- _WORK ITEM_
Copy each line below in which the string "Lauze" occurs.

(Stored data entries)
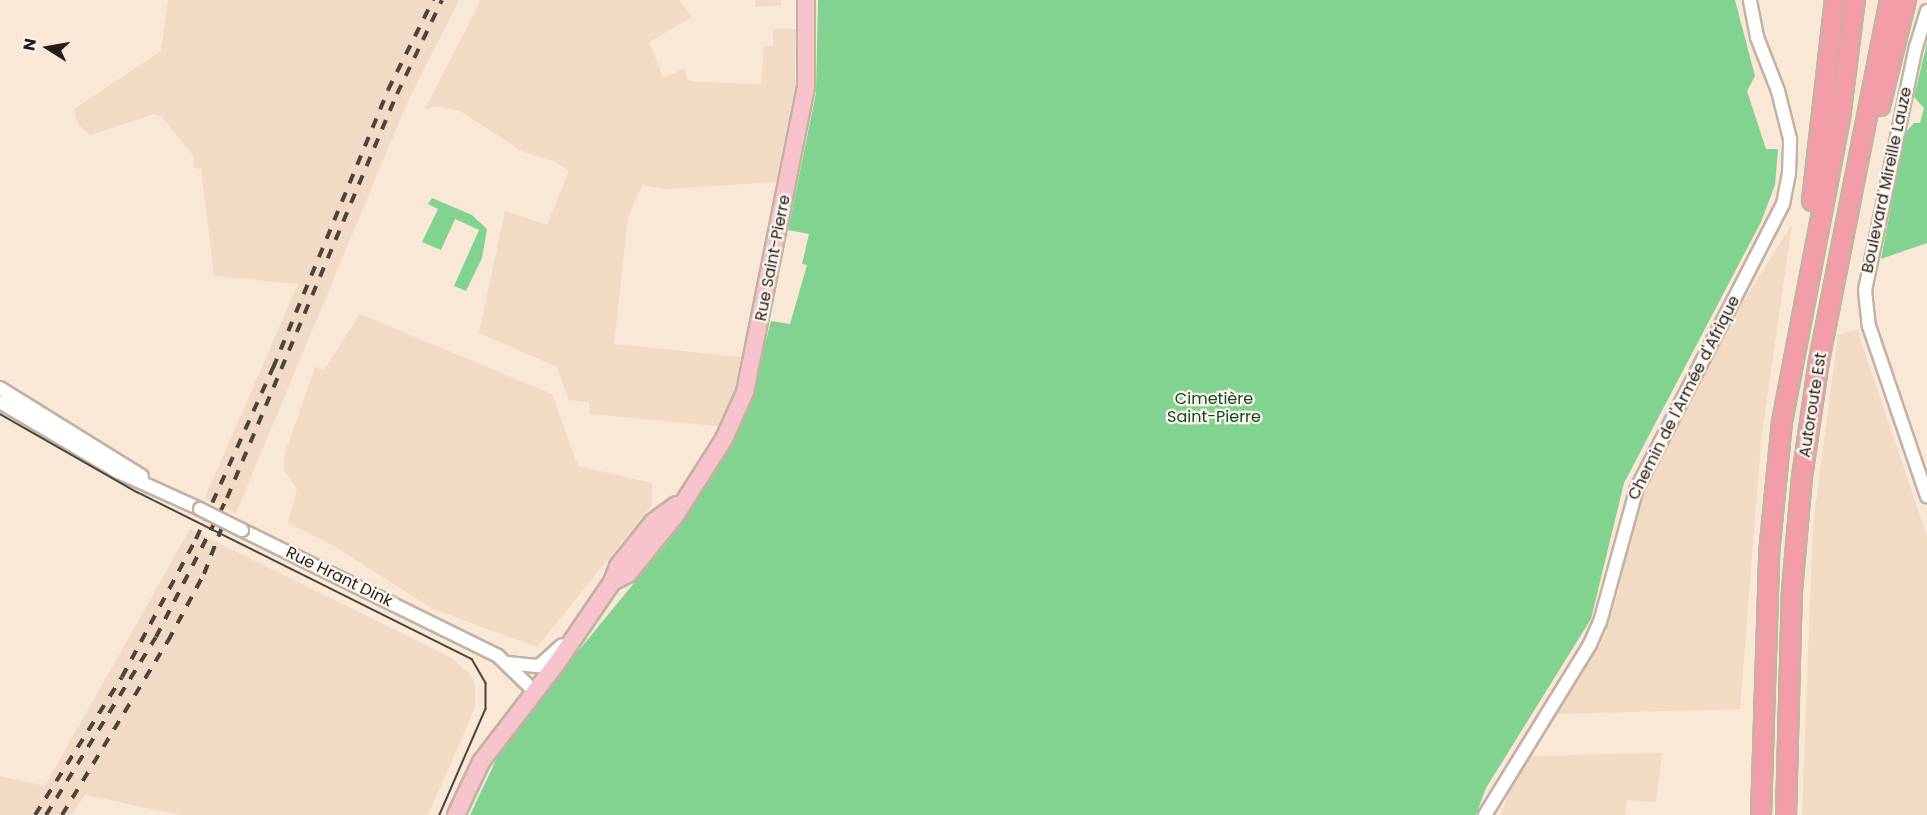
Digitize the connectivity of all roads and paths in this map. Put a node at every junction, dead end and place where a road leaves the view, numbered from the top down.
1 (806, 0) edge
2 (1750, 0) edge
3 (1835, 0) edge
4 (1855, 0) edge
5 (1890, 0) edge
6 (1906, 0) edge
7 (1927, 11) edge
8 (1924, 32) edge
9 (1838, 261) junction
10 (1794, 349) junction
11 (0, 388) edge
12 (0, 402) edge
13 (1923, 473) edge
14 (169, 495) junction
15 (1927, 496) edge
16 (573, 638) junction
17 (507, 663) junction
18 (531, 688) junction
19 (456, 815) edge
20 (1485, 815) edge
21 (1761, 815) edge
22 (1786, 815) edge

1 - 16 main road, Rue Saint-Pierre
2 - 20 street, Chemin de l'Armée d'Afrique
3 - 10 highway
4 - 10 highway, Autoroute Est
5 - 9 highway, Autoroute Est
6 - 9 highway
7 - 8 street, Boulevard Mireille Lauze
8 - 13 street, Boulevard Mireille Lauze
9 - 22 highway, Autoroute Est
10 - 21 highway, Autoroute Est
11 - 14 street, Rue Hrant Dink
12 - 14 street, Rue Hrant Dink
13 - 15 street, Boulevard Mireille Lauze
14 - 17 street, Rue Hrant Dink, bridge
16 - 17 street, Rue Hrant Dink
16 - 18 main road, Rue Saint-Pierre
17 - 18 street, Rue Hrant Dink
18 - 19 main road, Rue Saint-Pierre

- _EXERCISE OUTPUT_
7 - 8 street, Boulevard Mireille Lauze
8 - 13 street, Boulevard Mireille Lauze
13 - 15 street, Boulevard Mireille Lauze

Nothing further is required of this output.